● **What the task requires**
From the entries that follow, extract each line holding the string "main".

● **Input for this task**

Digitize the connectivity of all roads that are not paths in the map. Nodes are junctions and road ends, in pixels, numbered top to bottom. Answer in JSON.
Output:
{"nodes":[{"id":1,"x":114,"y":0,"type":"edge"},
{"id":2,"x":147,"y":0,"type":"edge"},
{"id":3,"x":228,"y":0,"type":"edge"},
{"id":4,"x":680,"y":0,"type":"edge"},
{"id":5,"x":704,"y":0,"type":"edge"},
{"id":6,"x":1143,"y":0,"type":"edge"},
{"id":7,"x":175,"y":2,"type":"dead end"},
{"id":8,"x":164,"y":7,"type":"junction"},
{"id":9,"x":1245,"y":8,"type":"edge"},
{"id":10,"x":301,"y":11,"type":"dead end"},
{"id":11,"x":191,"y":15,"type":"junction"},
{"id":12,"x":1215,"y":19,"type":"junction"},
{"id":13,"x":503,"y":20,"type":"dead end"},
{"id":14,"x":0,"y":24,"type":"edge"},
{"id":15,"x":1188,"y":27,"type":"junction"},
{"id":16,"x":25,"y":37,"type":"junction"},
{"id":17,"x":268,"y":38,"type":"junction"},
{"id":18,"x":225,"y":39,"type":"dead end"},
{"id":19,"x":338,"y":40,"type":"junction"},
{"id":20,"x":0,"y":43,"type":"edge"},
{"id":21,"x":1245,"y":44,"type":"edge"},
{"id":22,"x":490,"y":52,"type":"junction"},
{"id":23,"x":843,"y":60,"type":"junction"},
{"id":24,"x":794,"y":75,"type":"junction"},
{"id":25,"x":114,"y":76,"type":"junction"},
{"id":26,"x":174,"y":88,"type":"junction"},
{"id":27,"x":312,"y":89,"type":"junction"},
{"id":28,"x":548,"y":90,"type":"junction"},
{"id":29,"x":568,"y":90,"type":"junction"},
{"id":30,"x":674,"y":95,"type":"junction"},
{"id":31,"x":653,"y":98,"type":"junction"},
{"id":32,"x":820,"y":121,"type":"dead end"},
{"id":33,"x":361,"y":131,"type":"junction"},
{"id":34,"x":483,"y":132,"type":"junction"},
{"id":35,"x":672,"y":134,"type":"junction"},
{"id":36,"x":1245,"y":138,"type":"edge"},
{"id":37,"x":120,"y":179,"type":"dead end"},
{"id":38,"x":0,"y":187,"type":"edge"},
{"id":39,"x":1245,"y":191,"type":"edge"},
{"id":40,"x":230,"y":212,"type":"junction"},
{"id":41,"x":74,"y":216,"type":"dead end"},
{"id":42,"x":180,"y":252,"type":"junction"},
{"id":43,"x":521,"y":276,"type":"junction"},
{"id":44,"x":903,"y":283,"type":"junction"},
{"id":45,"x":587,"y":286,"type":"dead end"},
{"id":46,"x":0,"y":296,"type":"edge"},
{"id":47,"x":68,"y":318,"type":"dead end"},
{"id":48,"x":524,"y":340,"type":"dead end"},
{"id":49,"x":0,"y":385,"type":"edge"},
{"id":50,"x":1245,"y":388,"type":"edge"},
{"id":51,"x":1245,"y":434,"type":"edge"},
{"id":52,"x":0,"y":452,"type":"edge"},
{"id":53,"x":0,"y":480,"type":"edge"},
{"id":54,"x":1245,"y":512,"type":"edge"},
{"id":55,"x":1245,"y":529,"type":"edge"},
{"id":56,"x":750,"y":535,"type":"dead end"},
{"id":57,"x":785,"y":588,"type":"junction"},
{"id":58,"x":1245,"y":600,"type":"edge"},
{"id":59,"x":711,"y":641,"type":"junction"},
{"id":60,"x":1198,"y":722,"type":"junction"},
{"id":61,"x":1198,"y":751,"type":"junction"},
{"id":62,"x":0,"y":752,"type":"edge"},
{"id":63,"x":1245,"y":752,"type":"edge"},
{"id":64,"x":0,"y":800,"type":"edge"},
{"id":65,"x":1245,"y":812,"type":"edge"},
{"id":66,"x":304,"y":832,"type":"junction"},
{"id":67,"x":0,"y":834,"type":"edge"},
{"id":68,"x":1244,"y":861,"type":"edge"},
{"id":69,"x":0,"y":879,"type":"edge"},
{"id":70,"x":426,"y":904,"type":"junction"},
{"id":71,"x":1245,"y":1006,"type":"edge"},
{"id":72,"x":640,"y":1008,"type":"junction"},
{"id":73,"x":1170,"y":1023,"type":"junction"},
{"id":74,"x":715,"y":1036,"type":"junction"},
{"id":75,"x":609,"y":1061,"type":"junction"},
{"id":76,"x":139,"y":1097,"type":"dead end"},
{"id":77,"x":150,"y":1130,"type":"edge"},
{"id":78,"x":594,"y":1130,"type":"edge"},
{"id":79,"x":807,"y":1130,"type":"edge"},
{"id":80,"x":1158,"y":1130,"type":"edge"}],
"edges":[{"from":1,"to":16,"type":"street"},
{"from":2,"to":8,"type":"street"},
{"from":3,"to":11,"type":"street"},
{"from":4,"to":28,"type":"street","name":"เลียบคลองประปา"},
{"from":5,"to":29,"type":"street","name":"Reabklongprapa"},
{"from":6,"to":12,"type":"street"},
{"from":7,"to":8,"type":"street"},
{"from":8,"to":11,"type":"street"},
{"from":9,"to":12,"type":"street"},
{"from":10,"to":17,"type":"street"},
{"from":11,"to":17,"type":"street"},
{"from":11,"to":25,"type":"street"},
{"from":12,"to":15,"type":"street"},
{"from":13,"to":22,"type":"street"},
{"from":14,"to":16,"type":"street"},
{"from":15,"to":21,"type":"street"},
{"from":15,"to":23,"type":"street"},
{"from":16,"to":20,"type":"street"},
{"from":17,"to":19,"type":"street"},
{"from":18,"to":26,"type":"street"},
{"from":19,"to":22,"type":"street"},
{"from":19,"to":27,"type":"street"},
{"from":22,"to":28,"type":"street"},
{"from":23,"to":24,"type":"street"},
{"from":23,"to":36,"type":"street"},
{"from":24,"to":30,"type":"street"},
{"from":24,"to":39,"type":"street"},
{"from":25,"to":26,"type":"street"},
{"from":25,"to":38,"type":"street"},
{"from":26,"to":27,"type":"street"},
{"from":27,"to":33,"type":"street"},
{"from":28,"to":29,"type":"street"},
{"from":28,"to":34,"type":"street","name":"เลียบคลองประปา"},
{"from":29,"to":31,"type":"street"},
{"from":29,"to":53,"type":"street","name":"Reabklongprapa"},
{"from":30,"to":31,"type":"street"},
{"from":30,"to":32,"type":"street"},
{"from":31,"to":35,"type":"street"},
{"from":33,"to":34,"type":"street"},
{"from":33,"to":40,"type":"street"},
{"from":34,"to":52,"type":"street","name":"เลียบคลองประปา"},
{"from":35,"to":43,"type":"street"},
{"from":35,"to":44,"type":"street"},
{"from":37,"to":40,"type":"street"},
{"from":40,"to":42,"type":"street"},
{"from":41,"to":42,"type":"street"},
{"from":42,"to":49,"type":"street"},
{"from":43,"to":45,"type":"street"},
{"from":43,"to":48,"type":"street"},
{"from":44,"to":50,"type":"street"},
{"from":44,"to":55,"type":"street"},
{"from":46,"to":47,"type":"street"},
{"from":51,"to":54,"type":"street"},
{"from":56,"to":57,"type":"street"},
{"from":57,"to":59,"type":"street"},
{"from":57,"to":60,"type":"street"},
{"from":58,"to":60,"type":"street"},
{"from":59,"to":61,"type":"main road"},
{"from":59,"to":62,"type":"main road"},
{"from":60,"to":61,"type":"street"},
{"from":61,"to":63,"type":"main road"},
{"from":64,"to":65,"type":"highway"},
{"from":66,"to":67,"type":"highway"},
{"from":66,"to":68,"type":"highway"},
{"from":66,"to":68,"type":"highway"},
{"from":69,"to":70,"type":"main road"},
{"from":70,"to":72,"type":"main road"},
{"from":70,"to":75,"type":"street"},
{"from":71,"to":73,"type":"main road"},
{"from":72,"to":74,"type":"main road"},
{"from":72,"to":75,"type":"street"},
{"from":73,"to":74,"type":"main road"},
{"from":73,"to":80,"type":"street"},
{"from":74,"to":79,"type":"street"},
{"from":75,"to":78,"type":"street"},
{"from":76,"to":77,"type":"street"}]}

● **Task output**
{"from":59,"to":61,"type":"main road"},
{"from":59,"to":62,"type":"main road"},
{"from":61,"to":63,"type":"main road"},
{"from":69,"to":70,"type":"main road"},
{"from":70,"to":72,"type":"main road"},
{"from":71,"to":73,"type":"main road"},
{"from":72,"to":74,"type":"main road"},
{"from":73,"to":74,"type":"main road"},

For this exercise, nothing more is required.